A new study finds men over 75 shouldn’t bother getting prostate cancer screenings, but one Iowa expert disagrees. Dr. Richard Williams, head of urology at University Hospitals in Iowa City, says you can’t make a blanket statement about all patients and they should all be treated individually.

Dr. Williams says, "If they come in and they have multiple co-morbidities like heart disease, other cancers, etcetera, then the likelihood of living five to ten years is not very (good) to begin with and to try to determine whether they have prostate cancer may not be useful to them." By the same token, he says an otherwise healthy older man may benefit greatly from a screening.

Williams says, "A 75-year-old comes in who has no other illnesses, his parents lived to 95, he has a good chance of surviving and it might be useful to be sure he doesn’t have prostate cancer." The study from the U-S Preventive Services Task Force found that screening can detect some cases of prostate cancer, but the benefits of treatment in men over 75 are small to none, while treatment often causes moderate-to-substantial harm.

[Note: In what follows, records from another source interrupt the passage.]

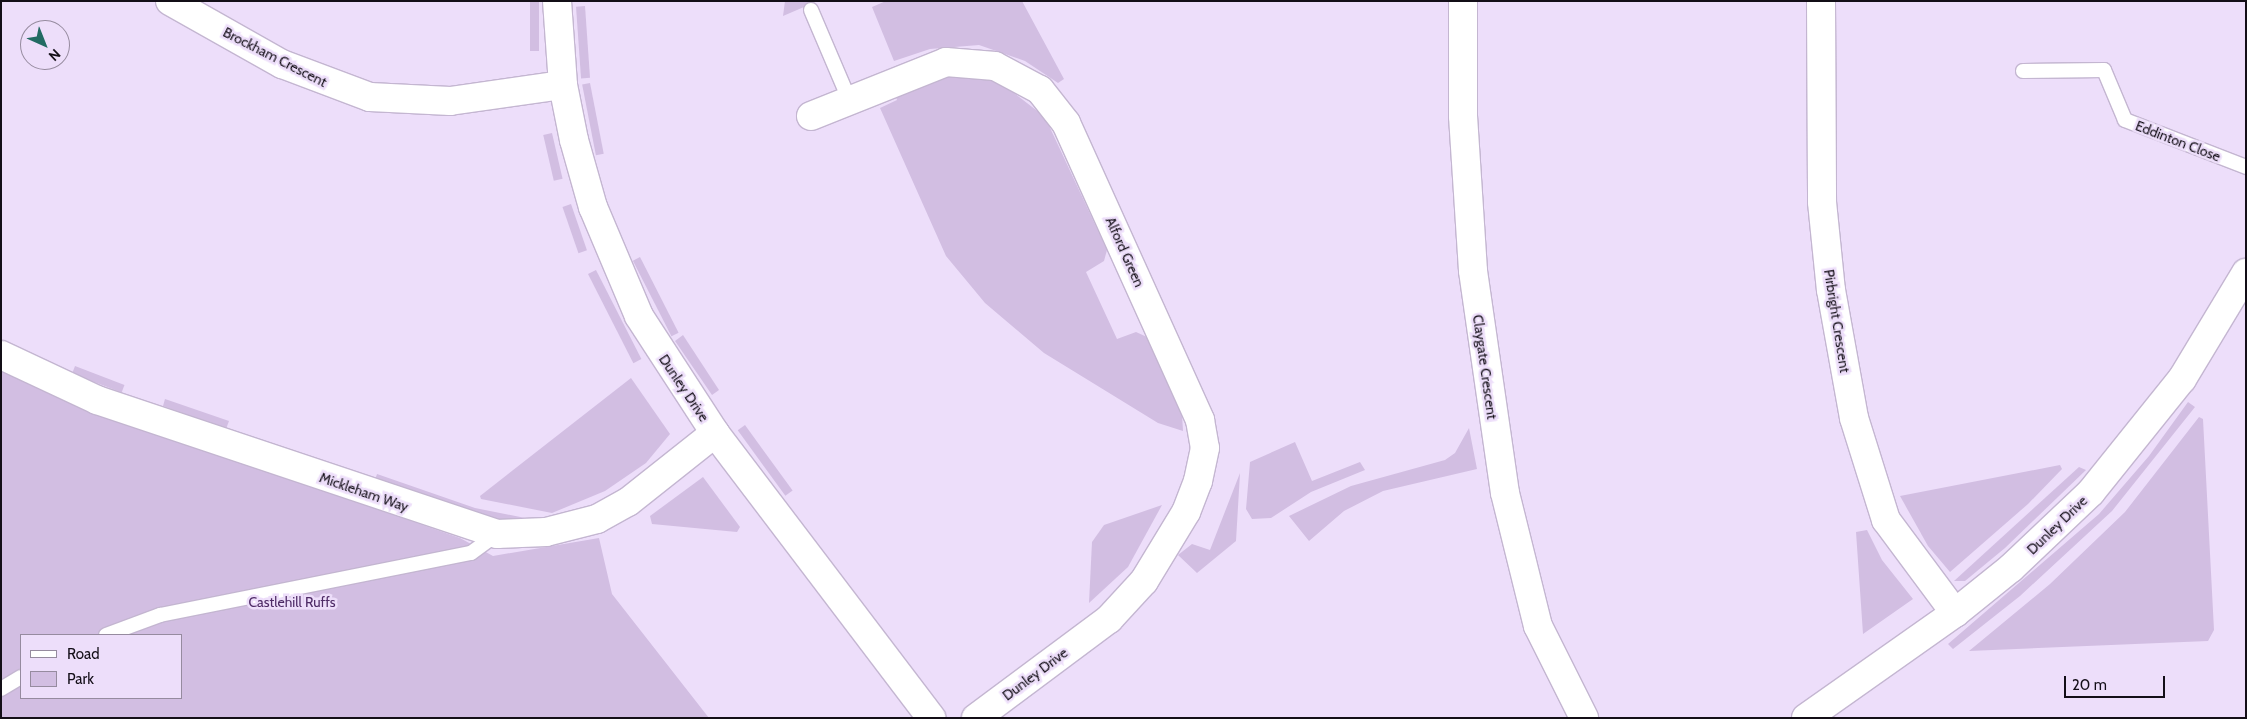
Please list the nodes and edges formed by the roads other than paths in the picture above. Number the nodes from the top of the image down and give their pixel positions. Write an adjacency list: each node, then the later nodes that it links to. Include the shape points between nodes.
1 (170, 1): 7 (street, Brockham Crescent, via 282,64 370,97 450,101)
2 (557, 1): 7 (street, Dunley Drive)
3 (1463, 1): 22 (street, Claygate Crescent, via 1463,116 1473,272 1505,493 1538,626)
4 (1821, 1): 15 (street, Pirbright Crescent, via 1822,209 1831,290 1854,418 1886,520)
5 (811, 10): 8 (lane)
6 (2023, 71): 10 (lane, Eddinton Close, via 2104,70 2124,120)
7 (563, 85): 13 (street, Dunley Drive, via 593,207 628,292 659,351)
8 (849, 99): 9 (street, Alford Green); 16 (street, Alford Green, via 925,68 979,61 1011,72 1040,90 1060,112 1072,136 1190,397 1205,448 1193,495 1167,547 1133,596)
9 (811, 116)
10 (2246, 167)
11 (2246, 273): 15 (street, Dunley Drive, via 2182,380 2114,466 2041,541)
12 (1, 355): 14 (street, Mickleham Way, via 97,400)
13 (715, 433): 14 (street, Mickleham Way, via 628,502 597,519 546,532); 20 (street, Dunley Drive)
14 (497, 534): 17 (lane, via 472,553 160,615)
15 (1955, 613): 23 (street, Dunley Drive)
16 (1094, 630): 21 (street, Dunley Drive)
17 (109, 634)
18 (20, 678): 19 (lane)
19 (1, 689)
20 (931, 718)
21 (976, 718)
22 (1584, 718)
23 (1806, 718)

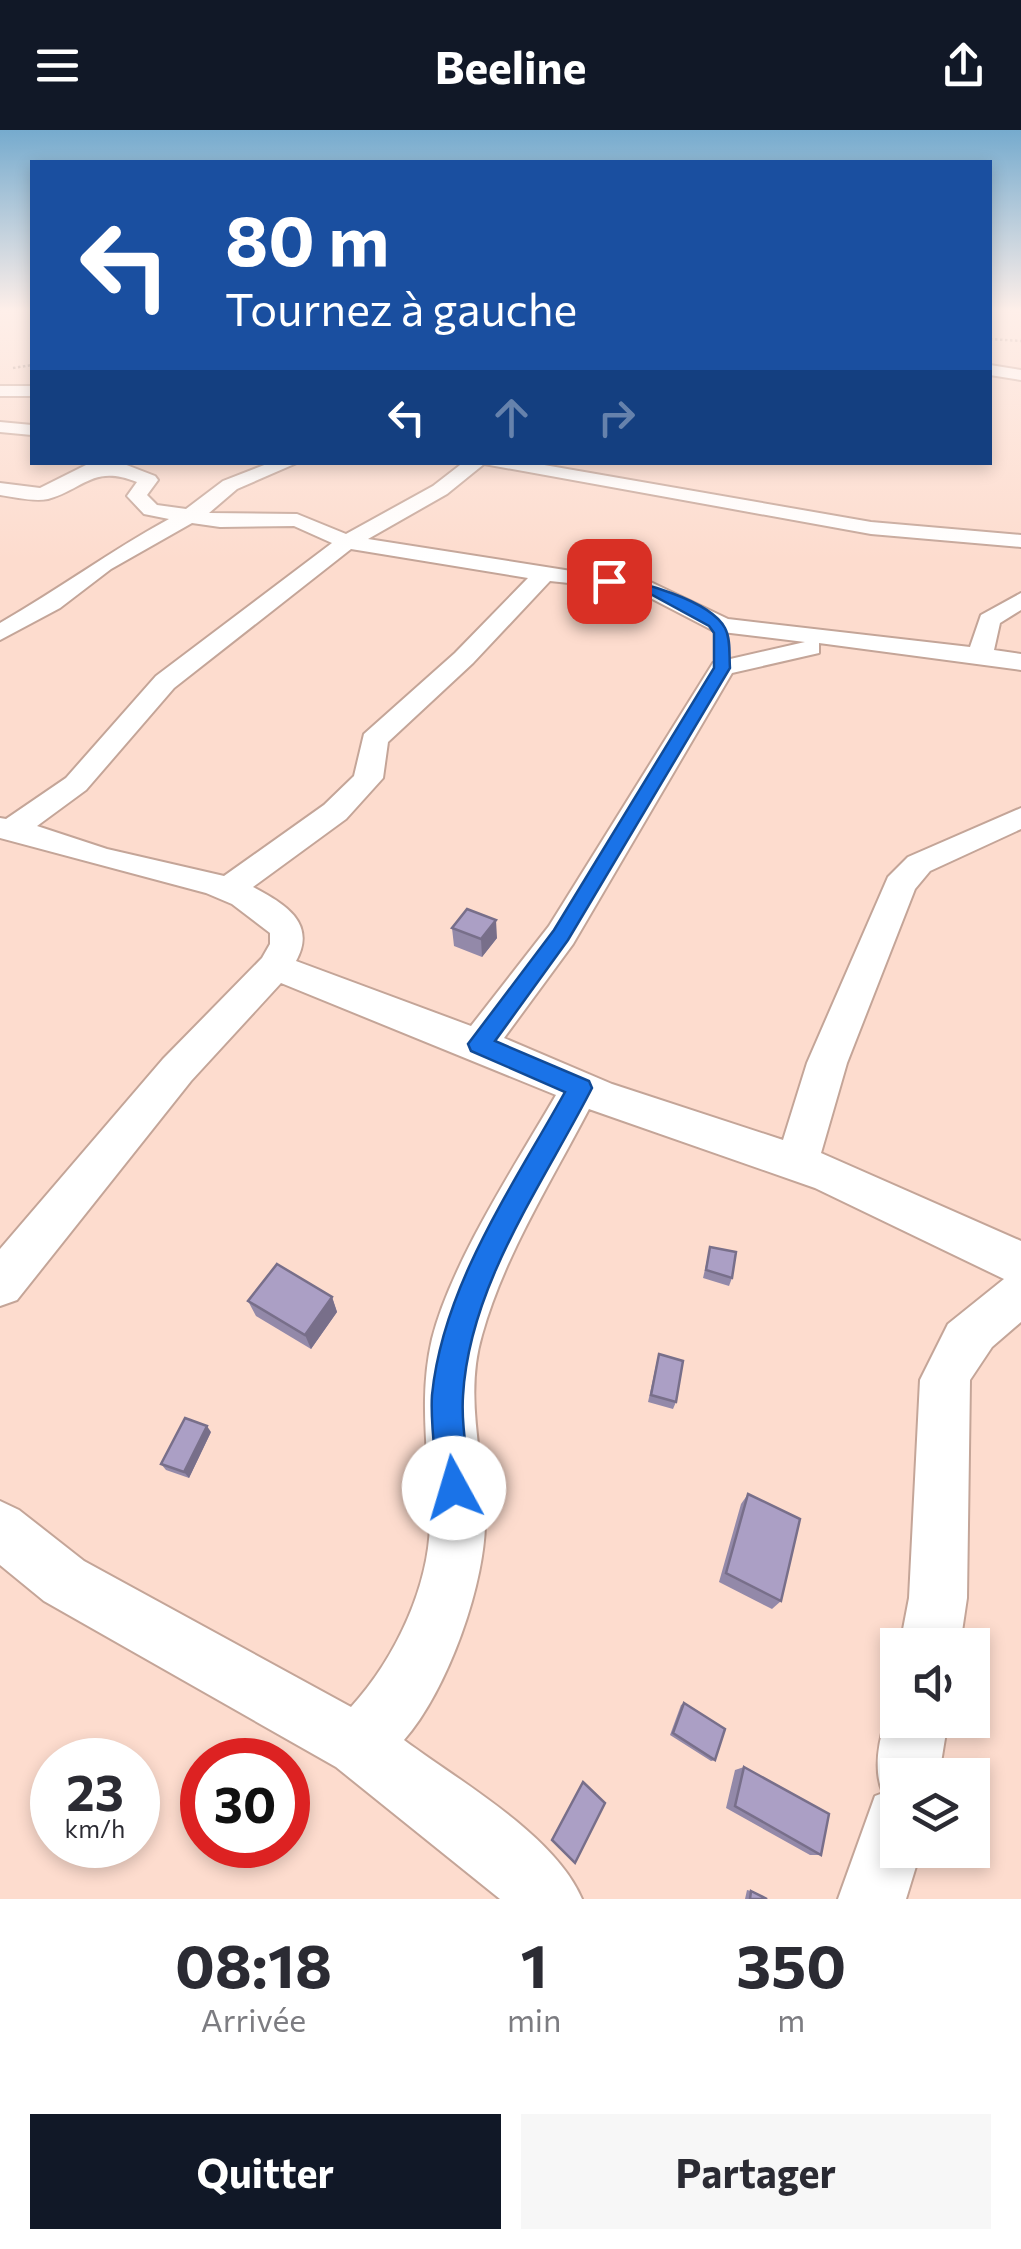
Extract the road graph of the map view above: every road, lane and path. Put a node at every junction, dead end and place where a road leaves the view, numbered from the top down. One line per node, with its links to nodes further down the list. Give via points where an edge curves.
1 (0, 428): 2 (street)
2 (30, 430)
3 (282, 465): 10 (street, via 230,485)
4 (472, 465): 12 (street)
5 (509, 465): 11 (street, via 871,528)
6 (95, 466): 8 (street); 10 (street, via 138,473 148,480 137,496 144,504)
7 (0, 489): 8 (street)
8 (43, 494): 9 (street)
9 (0, 513)
10 (188, 516): 12 (street, via 297,520); 16 (street)
11 (1021, 541)
12 (347, 542): 13 (street); 22 (street, via 165,682 76,784)
13 (544, 574): 15 (street, via 640,584); 23 (street, via 374,740 368,778 335,812)
14 (1021, 600): 18 (street, via 989,620)
15 (714, 623): 17 (street); 20 (street, via 721,632)
16 (0, 633)
17 (883, 642): 18 (street); 20 (street, via 790,649)
18 (980, 656): 19 (street)
19 (1021, 662)
20 (722, 668): 25 (street, via 561,935)
21 (1021, 817): 27 (street, via 919,864 900,885 827,1063)
22 (6, 828): 23 (street)
23 (226, 891): 24 (street, via 252,901 287,929 288,944)
24 (275, 967): 25 (street); 29 (street, via 176,1070)
25 (479, 1044): 26 (street)
26 (580, 1088): 27 (street); 33 (street, via 494,1246 457,1336 447,1398 458,1518 452,1569 398,1701)
27 (797, 1163): 28 (street)
28 (1021, 1264)
29 (0, 1284)
30 (1021, 1294): 32 (street, via 952,1355 944,1380)
31 (0, 1529): 33 (street, via 64,1581)
32 (933, 1628)
33 (358, 1745): 35 (street, via 488,1842)
34 (882, 1868): 36 (street)
35 (548, 1899)
36 (872, 1899)

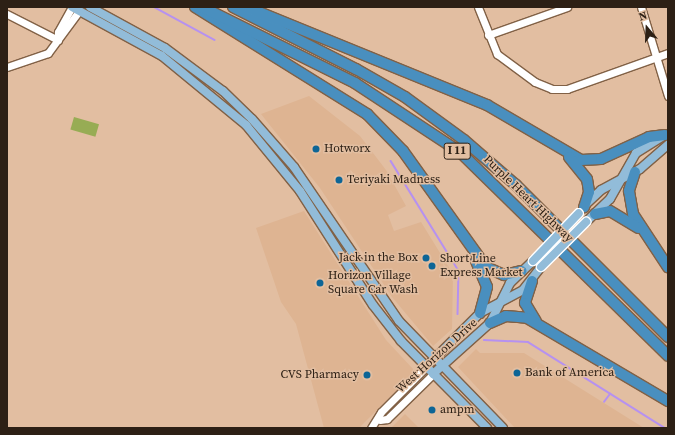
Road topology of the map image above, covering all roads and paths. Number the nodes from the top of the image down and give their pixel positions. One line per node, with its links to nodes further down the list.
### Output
1 (90, 7): 11 (main road)
2 (195, 7): 32 (highway)
3 (202, 7): 43 (highway, Purple Heart Highway / I 11)
4 (233, 7): 42 (highway, Purple Heart Highway / I 11)
5 (247, 7): 25 (highway)
6 (478, 7): 12 (street)
7 (567, 7): 12 (street)
8 (641, 7): 15 (street)
9 (76, 8): 11 (main road); 13 (street); 18 (main road)
10 (7, 14): 13 (street)
11 (120, 22): 16 (main road)
12 (488, 35): 15 (street)
13 (58, 40): 17 (street)
14 (668, 53): 15 (street)
15 (658, 57): 19 (street)
16 (191, 66): 18 (main road); 23 (main road)
17 (7, 67)
18 (185, 73): 21 (main road)
19 (667, 81): 20 (street)
20 (668, 96)
21 (246, 125): 23 (main road); 28 (main road)
22 (667, 135): 25 (highway); 27 (main road, West Horizon Drive)
23 (268, 136): 28 (main road)
24 (668, 145): 26 (main road, West Horizon Drive)
25 (564, 151): 29 (highway)
26 (635, 172): 27 (main road, West Horizon Drive); 31 (highway)
27 (621, 179): 29 (main road, West Horizon Drive); 30 (main road, West Horizon Drive)
28 (304, 188): 33 (main road); 34 (main road)
29 (581, 210): 36 (main road, West Horizon Drive, bridge)
30 (595, 214): 31 (highway); 37 (main road, West Horizon Drive, bridge)
31 (641, 230): 35 (highway)
32 (471, 249): 36 (highway); 39 (highway)
33 (352, 253): 34 (main road); 44 (main road)
34 (343, 258): 46 (main road)
35 (668, 268)
36 (522, 271): 38 (main road, West Horizon Drive)
37 (532, 281): 38 (main road, West Horizon Drive); 41 (highway)
38 (502, 301): 39 (main road, West Horizon Drive); 40 (main road, West Horizon Drive)
39 (480, 313): 44 (main road, West Horizon Drive)
40 (490, 323): 41 (highway); 45 (main road, West Horizon Drive)
41 (538, 324): 48 (highway)
42 (668, 337)
43 (668, 356)
44 (434, 358): 45 (main road); 46 (main road, West Horizon Drive)
45 (442, 366): 47 (main road, West Horizon Drive); 52 (main road)
46 (426, 367): 47 (main road); 49 (street, West Horizon Drive)
47 (433, 374): 49 (street, West Horizon Drive); 51 (main road)
48 (668, 401)
49 (380, 420): 50 (street, West Horizon Drive)
50 (372, 428)
51 (487, 428)
52 (503, 428)

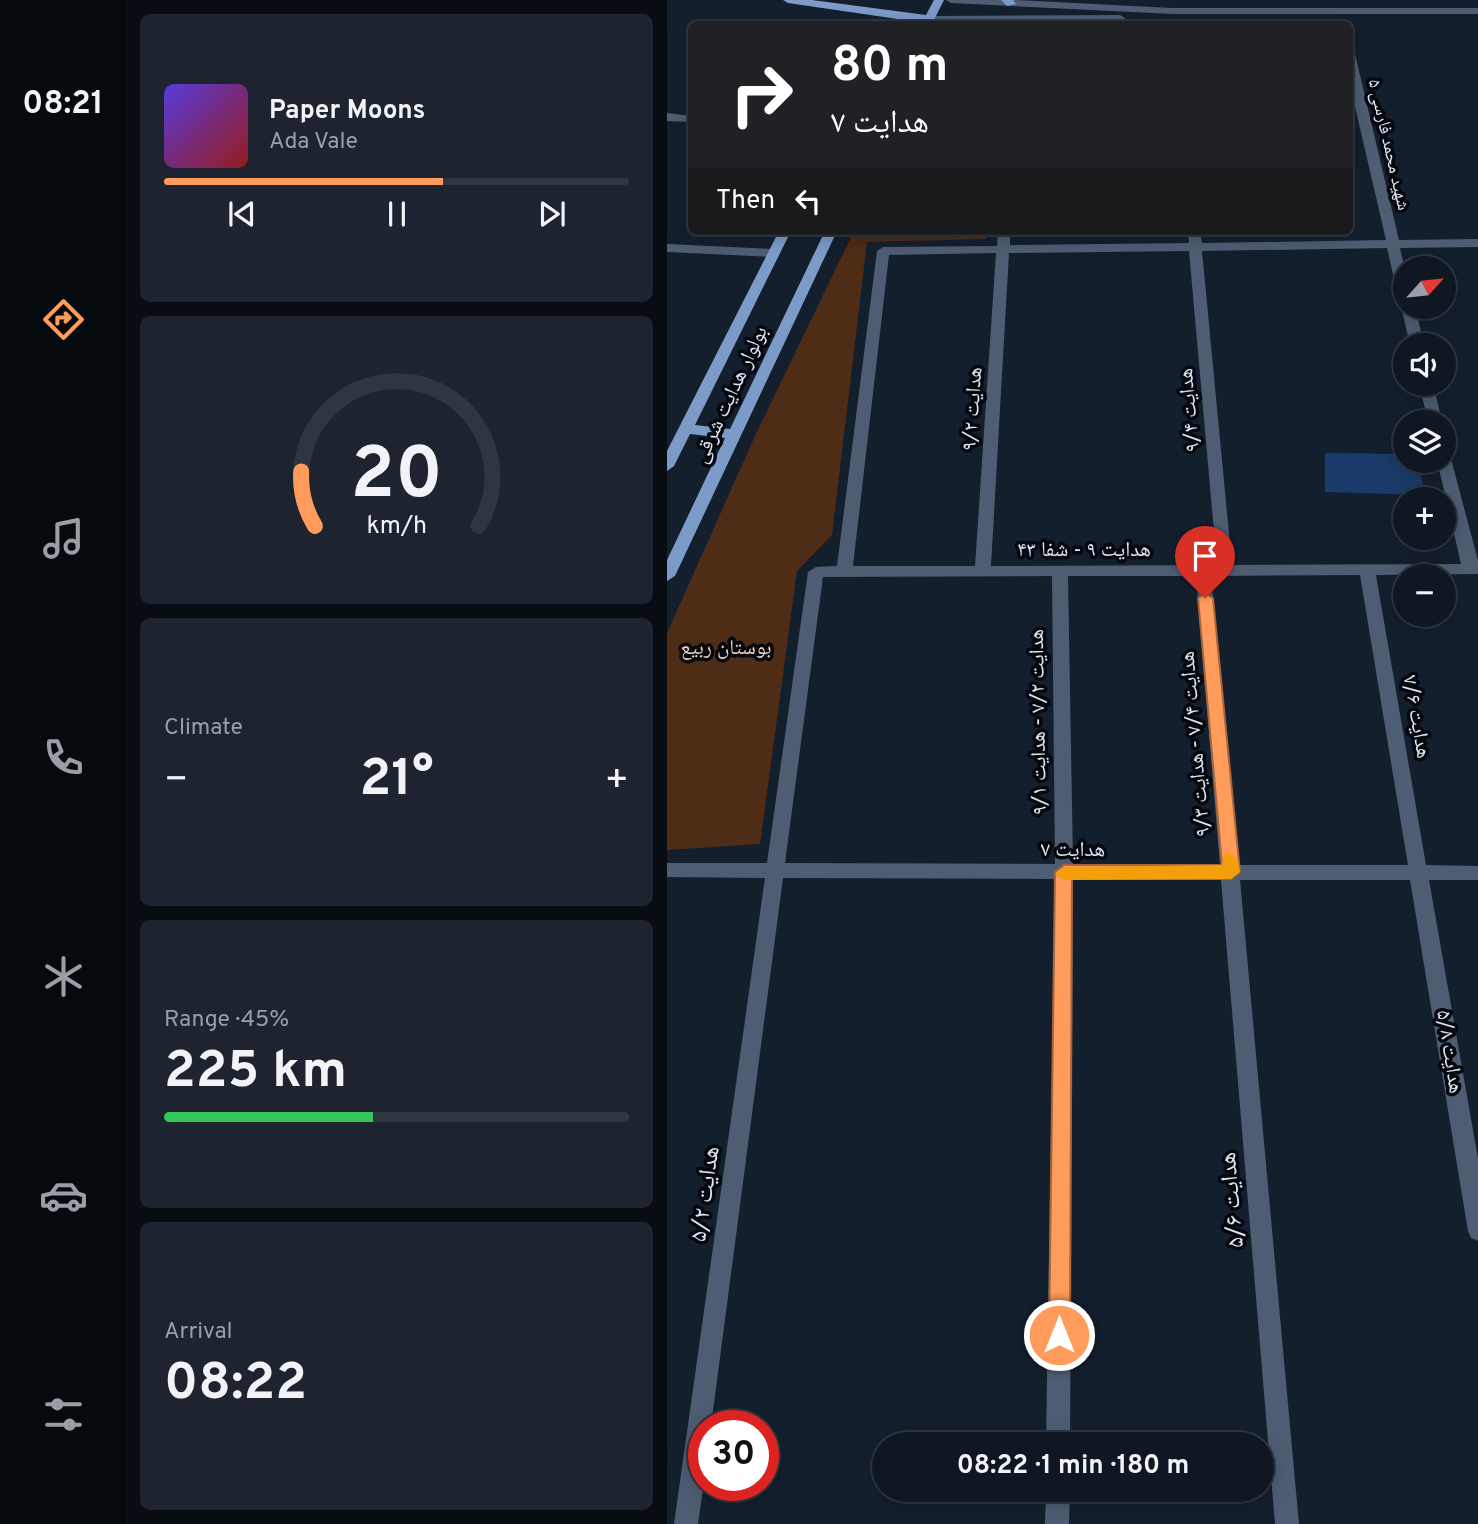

Williams says prostate cancer is the most common cancer in men and it’s the number-two cancer killer of men. "Men who are 70 or older tend to have prostate cancer about 70-percent of the time," Williams says. "If you were to take out everybody’s prostate and look at it, that’s what you’d find, but, importantly, a very low percentage of those patients who have prostate cancer will actually progress, so we don’t need to know whether they have it in every patient."

He emphasizes that every man is different and every case is different. "Every patient is an individual," Williams says. "You deal with them and their specifics and you discuss with them the need, or not need, to look for prostate cancer in them." He says men should start getting screened for prostate cancer between 45 and 50, earlier if there’s a family history of the disease.